夏は暑いぞ、セレブのロゼだ! vol.2〜ブラッド・ピットとアンジェリーナ・ジョリーの「10点のロゼ」

太陽が輝いて暑い夏は、キンキンに冷やしたロゼが物凄く美味い。種つきのオリーブを齧りながら、ロゼを飲むと、テーブルに地中海の風が吹くはず。ロゼにもいろいろな種類があるが、今回、「セレブが作ったロゼ」シリーズとして、5種類、紹介する。
第2回目は、「セレブのロゼ」というより、プロヴァンスで作る世界で最も有名なロゼ、「ミラヴァル」。ブラッド・ピットとアンジェリーナ・ジョリーの超セレブが作る。二人が出演する映画を見ながら、カチカチに冷やしたミラヴァルをどうぞ。

文/葉山 考太郎


【目次】

1.正統派中の正統派ロゼ
2.細やかな心遣い
3.演技派、ブラッド・ピット
4.恋多き女、アンジェリーナ・ジョリー
5.『Mr.& Mrs. スミス』
6.ミラヴァルの情報
7.ミラヴァルの正しい飲み方


1.正統派中の正統派ロゼ

このロゼを一言で表すなら、「5拍子揃った正統派」。
まずは、「所有者が正統派」で、ご存じ、ブラッド・ピットとアンジェリーナ・ジョリー、通称、「ジョリー&ピット」がオーナーだ。映画界の超大物の2人が結婚を発表した時、世界に激震が走り、ハリウッドが30メートル地滑りしたらしい。世界的に見て、これだけの大物がカップルになった例は、歴史的に見て、クレオパトラとシーザー、楊貴妃と玄宗、レーニエ3世とグレース・ケリーぐらいだろう。

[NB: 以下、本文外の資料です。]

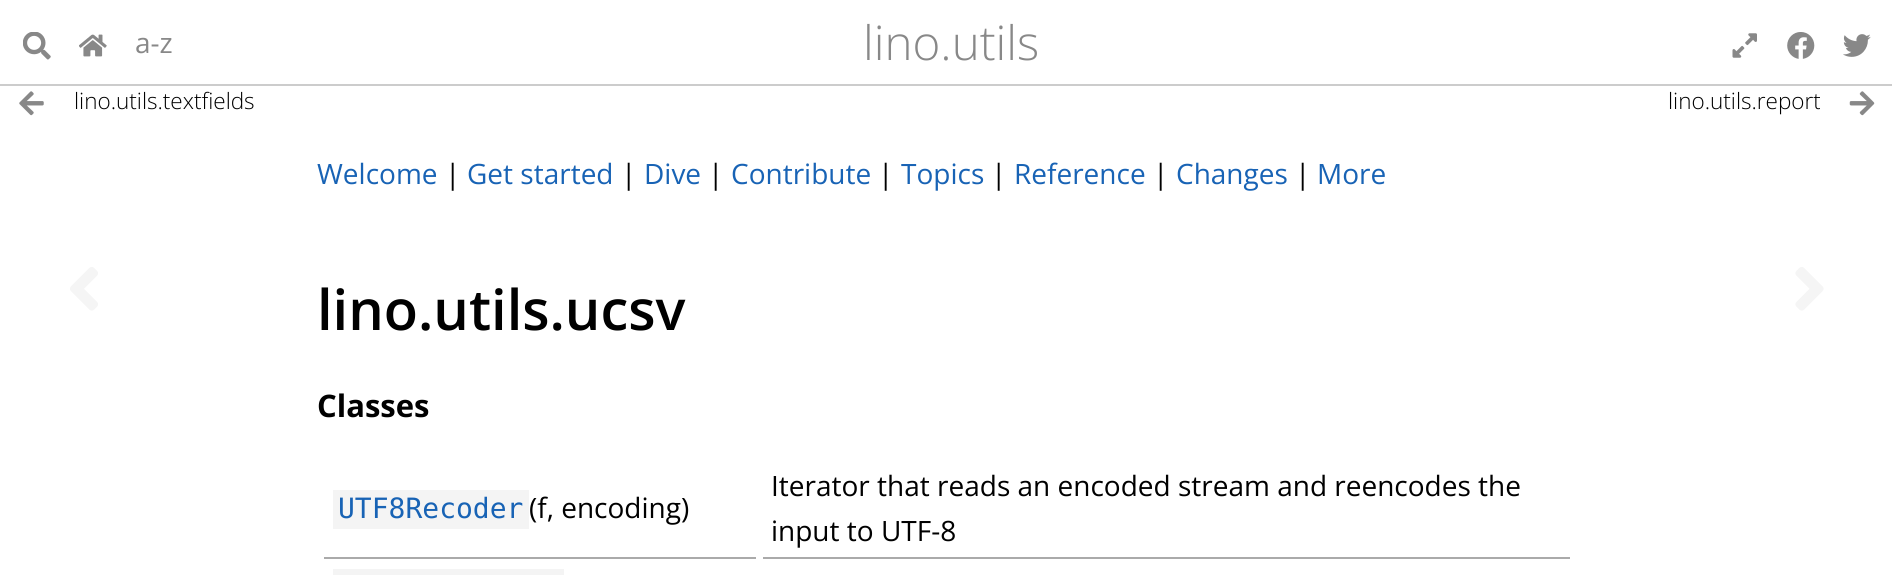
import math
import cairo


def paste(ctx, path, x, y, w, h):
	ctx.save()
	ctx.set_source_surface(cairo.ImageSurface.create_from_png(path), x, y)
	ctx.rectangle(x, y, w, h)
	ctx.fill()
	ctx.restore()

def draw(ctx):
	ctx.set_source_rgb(1, 1, 1)
	ctx.paint()
	ctx.set_source_rgb(0.8, 0.8, 0.8)
	ctx.rectangle(0, 84, 1892, 2)
	ctx.fill()
	paste(ctx, 'media/1.png', 23, 32, 28, 28)
	paste(ctx, 'media/2.png', 79, 34, 28, 23)
	ctx.select_font_face('Open Sans')
	ctx.set_font_size(28)
	ctx.set_source_rgb(0.533, 0.533, 0.533)
	ctx.move_to(135, 53)
	ctx.show_text('a-z')
	ctx.select_font_face('Open Sans Light')
	ctx.set_font_size(47.5)
	ctx.move_to(863, 60)
	ctx.show_text('lino.utils')
	paste(ctx, 'media/3.png', 1732, 33, 25, 25)
	paste(ctx, 'media/4.png', 1787, 32, 28, 27)
	paste(ctx, 'media/5.png', 1843, 34, 28, 23)
	paste(ctx, 'media/6.png', 19, 91, 25, 25)
	ctx.set_font_size(22.5)
	ctx.set_source_rgb(0, 0, 0)
	ctx.move_to(74, 109)
	ctx.show_text('lino.utils.textfields')
	ctx.move_to(1668, 109)
	ctx.show_text('lino.utils.report')
	paste(ctx, 'media/7.png', 1849, 91, 26, 25)
	ctx.select_font_face('Open Sans')
	ctx.set_font_size(28)
	ctx.set_source_rgb(0.094, 0.388, 0.71)
	ctx.move_to(317, 184)
	ctx.show_text('Welcome')
	ctx.set_source_rgb(0, 0, 0)
	ctx.move_to(445, 184)
	ctx.show_text('|')
	ctx.set_source_rgb(0.094, 0.388, 0.71)
	ctx.move_to(467, 184)
	ctx.show_text('Get started')
	ctx.set_source_rgb(0, 0, 0)
	ctx.move_to(621, 184)
	ctx.show_text('|')
	ctx.set_source_rgb(0.094, 0.388, 0.71)
	ctx.move_to(644, 184)
	ctx.show_text('Dive')
	ctx.set_source_rgb(0, 0, 0)
	ctx.move_to(708, 184)
	ctx.show_text('|')
	ctx.set_source_rgb(0.094, 0.388, 0.71)
	ctx.move_to(731, 184)
	ctx.show_text('Contribute')
	ctx.set_source_rgb(0, 0, 0)
	ctx.move_to(878, 184)
	ctx.show_text('|')
	ctx.set_source_rgb(0.094, 0.388, 0.71)
	ctx.move_to(901, 184)
	ctx.show_text('Topics')
	ctx.set_source_rgb(0, 0, 0)
	ctx.move_to(991, 184)
	ctx.show_text('|')
	ctx.set_source_rgb(0.094, 0.388, 0.71)
	ctx.move_to(1014, 184)
	ctx.show_text('Reference')
	ctx.set_source_rgb(0, 0, 0)
	ctx.move_to(1153, 184)
	ctx.show_text('|')
	ctx.set_source_rgb(0.094, 0.388, 0.71)
	ctx.move_to(1176, 184)
	ctx.show_text('Changes')
	ctx.set_source_rgb(0, 0, 0)
	ctx.move_to(1295, 184)
	ctx.show_text('|')
	ctx.set_source_rgb(0.094, 0.388, 0.71)
	ctx.move_to(1317, 184)
	ctx.show_text('More')
	ctx.select_font_face('Open Sans SemiBold')
	ctx.set_font_size(56)
	ctx.set_source_rgb(0, 0, 0)
	ctx.move_to(317, 330)
	ctx.show_text('lino.utils.ucsv')
	ctx.select_font_face('Open Sans', cairo.FONT_SLANT_NORMAL, cairo.FONT_WEIGHT_BOLD)
	ctx.set_font_size(31)
	ctx.move_to(317, 417)
	ctx.show_text('Classes')
	ctx.set_source_rgb(0.667, 0.667, 0.667)
	ctx.rectangle(324, 557, 432, 2)
	ctx.fill()
	ctx.set_source_rgb(0.957, 0.957, 0.957)
	ctx.rectangle(333, 490, 196, 39)
	ctx.fill()
	ctx.select_font_face('DejaVu Sans Mono')
	ctx.set_font_size(28)
	ctx.set_source_rgb(0.094, 0.388, 0.71)
	ctx.move_to(338, 518)
	ctx.show_text('UTF8Recoder')
	ctx.select_font_face('Open Sans')
	ctx.set_source_rgb(0, 0, 0)
	ctx.move_to(529, 518)
	ctx.show_text('(f, encoding)')
	ctx.set_source_rgb(0.667, 0.667, 0.667)
	ctx.rectangle(763, 557, 807, 2)
	ctx.fill()
	ctx.set_source_rgb(0, 0, 0)
	ctx.move_to(771, 496)
	ctx.show_text('Iterator that reads an encoded stream and reencodes the')
	ctx.move_to(771, 541)
	ctx.show_text('input to UTF-8')
	ctx.set_source_rgb(0.957, 0.957, 0.957)
	ctx.rectangle(333, 569, 231, 6)
	ctx.fill()
	paste(ctx, 'media/8.png', 70, 267, 28, 44)
	paste(ctx, 'media/9.png', 1795, 267, 29, 44)


surface = cairo.ImageSurface(cairo.FORMAT_RGB24, 1892, 575)
ctx = cairo.Context(surface)
options = cairo.FontOptions()
options.set_hint_metrics(cairo.HINT_METRICS_OFF)
options.set_hint_style(cairo.HINT_STYLE_NONE)
ctx.set_font_options(options)
ctx.set_miter_limit(4)
draw(ctx)
surface.write_to_png('image.png')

第2は、「生産者が超正統派」であること。ジョリー&ピットのロゼ造りを担当するのが、ローヌ地方シャトーヌフ・デュ・パプの名手、マルク・ペラン。ペランのワイナリー、「シャトー・ド・ボーカステル」は、シャトー・ラヤス、ドメーヌ・デュ・ペゴーと並んで3大老舗にして名門。ロバート・パーカーが高得点を連発している。ペランは、自然派の有機農法でワインを造っている。2人のコラボレーションは、ワイン専門誌として世界最大発行部数のワイン・スペクテイター誌2014年6月号の表紙を飾った。

第3は、「生産地が正統派」であること。ワイン愛好家1,000人に、「ロゼで最も有名な生産地は?」と質問すると、997人が「プロヴァンスに決まってるでしょ」と即答するはず。ジョリー&ピットのミラヴァルは、プロヴァンス地方の中央部にあるコランス村にある。ある意味、「ロゼの甲子園」だ。ブラッド・ピットとアンジェリーナ・ジョリーは、500haの土地、畑、醸造施設、建物を別荘として購入。ミラヴァルが世界的に大人気になったため、この「セレブのロゼ」シリーズの第1回目に登場したフランシス・フォード・コッポラ同様、大きな収益を生むことになった。

第4は、「ワイン・スペクテイター誌が選定した正統派ロゼ」であること。ワイン・スペクテイター誌は、毎年1回、その年のトップ100ワインを発表している。2013年のトップ100に、ジョリー&ピットの「ミラヴァル2012」が84位になった。同誌でロゼが「トップ100ワイン」に入ったのは初めてのこと。一挙に「ロゼ世界一」となった。

第5は、「ボトルが正統派」であること。ボルドーのワインは、いかり肩のボルドー型ボトル、ブルゴーニュはなで肩のブルゴーニュ型ボトル、アルザスはアルザス型の細長いボトルに入れるのが定番。一方、プロヴァンスのロゼは決まった形がなく、見事にバラバラのボトルに入れる。その中で、ミラヴァルは、アンリ4世の時代のガラス瓶のような古風なボトルに入っていて、正統派感が満載。

以上、業界でトップの名声があり、品格を備え、尊敬を集め、高品質で技術力も最高、万人から愛されるロゼがミラヴァル。ボルドーならラフィット、ブルゴーニュならドメーヌ・ド・ラ・ロマネ・コンティ、バイオリニストならヘンリク・シェリング、ピアニストならチック・コリア、絵画ならオーギュスト・ルノワール(私個人的にはルネ・マグリット)、作曲家なら、ヨハン・セバスチャン・バッハ、ボクシングならロベルト・デュラン、競艇なら植木通彦、将棋なら羽生善治という超正統派だ。